Persimmon has reported a 39 per cent increase in its pre-tax profits to £132m in the first half of 2013 from £94.8m last year as it meets the rising demand for new homes.
It completed 5,022 new homes in the first six months of the year – an increase of 7 per cent compared with the same period in 2012, when it delivered 4,712.
The firm also increased its operating margin by 3 percentage points to 15.1 per cent from 12.1 per cent in the first half of 2012, achieving its targeted operating margin range of 15 to 17 per cent 18 months ahead of schedule.
Persimmon chairman Nicholas Wrigley hailed a period of “solid progress, with further increases in output, operating margin and cash generation, against a backdrop of improving customer demand”.
He added: “To deliver the volume to meet this increased demand, we are maintaining our strong investment in land and stepping up our investment in construction.
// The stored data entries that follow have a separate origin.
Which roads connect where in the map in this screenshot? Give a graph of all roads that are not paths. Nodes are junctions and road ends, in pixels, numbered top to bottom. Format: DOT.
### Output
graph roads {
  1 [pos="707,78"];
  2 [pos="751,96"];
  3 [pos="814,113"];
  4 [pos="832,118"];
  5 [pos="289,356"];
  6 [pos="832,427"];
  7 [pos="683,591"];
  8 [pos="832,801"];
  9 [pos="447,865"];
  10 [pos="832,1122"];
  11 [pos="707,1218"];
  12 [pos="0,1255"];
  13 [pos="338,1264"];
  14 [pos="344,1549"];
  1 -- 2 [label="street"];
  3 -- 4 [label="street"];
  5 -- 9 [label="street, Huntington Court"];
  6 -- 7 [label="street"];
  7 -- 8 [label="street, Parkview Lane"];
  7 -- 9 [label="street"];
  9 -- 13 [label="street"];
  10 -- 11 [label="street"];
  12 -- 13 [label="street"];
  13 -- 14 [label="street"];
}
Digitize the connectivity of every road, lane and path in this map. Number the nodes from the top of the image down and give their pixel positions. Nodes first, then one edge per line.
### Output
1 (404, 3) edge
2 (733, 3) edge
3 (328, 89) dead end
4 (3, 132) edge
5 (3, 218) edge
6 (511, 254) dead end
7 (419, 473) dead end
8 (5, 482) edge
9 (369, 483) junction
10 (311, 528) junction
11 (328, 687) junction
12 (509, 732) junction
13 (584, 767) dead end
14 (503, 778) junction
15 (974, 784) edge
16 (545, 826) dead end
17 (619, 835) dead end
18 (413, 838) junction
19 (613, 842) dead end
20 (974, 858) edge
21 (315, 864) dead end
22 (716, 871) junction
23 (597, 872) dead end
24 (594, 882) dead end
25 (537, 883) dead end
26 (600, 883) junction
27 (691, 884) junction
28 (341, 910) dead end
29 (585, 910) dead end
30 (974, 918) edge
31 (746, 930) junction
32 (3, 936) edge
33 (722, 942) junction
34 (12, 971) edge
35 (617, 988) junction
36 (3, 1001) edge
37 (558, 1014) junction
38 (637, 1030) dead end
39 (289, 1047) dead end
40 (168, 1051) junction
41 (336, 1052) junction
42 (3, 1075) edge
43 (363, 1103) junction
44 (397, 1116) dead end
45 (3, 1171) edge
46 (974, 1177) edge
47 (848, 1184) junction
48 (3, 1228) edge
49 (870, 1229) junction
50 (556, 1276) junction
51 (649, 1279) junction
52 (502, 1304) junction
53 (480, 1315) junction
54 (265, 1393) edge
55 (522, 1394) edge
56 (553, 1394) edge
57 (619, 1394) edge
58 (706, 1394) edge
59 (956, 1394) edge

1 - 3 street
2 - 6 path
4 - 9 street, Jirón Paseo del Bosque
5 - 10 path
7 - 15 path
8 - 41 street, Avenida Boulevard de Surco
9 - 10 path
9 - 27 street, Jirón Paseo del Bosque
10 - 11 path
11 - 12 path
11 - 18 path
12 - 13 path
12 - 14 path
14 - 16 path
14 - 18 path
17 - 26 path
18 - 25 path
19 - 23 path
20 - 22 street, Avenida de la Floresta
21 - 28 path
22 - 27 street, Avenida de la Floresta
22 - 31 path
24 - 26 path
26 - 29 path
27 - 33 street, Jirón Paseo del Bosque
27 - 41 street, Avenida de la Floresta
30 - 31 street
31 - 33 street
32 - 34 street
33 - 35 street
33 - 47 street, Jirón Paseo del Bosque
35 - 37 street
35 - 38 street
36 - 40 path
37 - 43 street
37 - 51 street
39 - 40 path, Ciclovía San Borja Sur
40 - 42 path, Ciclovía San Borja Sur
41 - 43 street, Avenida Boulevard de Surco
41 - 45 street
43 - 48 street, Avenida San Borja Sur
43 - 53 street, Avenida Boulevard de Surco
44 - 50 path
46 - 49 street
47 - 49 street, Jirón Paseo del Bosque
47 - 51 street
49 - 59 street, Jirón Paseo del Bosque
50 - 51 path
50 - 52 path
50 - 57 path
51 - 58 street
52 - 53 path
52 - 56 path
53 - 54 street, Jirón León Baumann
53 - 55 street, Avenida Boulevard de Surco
“The group will open 85 new sites before the end of the year and is building on all sites where it has an implementable planning consent, creating many new jobs in the process.”
He added that Persimmon’s multi-year trade apprenticeship programme has been expanded and will see more than 100 apprentices join the business each year.
The average selling price of new homes sold in the period was £179,199 – a 5 per cent increase on an average price of £171,206 in the first half of last year.
Mr Wrigley said the improvement in availability of mortgage credit, a gradual reduction in mortgage interest costs and the introduction of the government’s Help to Buy equity loan scheme in April have helped to boost sales of new homes.
He added: “The government’s Help to Buy equity loan offer has seen a strong take-up in the market. We have now achieved more than 1,700 reservations on this scheme.”
In its April trading update, Persimmon said it was “confident” these measures would support an increase in the number of new homes delivered by the industry over the medium term.
The firm’s current order book as of 1 July 2013 is 21 per cent up on the same point last year at £1.26bn compared with £1.04bn in 2012.
Persimmon invested £236m in new land during the period, acquiring 7,538 new plots and taking its total number to 70,716, which it said will support further growth of the business.
Mr Wrigley said: “Through the second half of this year we will continue to focus on the basics of good housebuilding to deliver further improvement in the performance of the business.
“We anticipate that Persimmon will continue to make good progress, but we remain mindful of the wider economic challenges facing the UK economy.”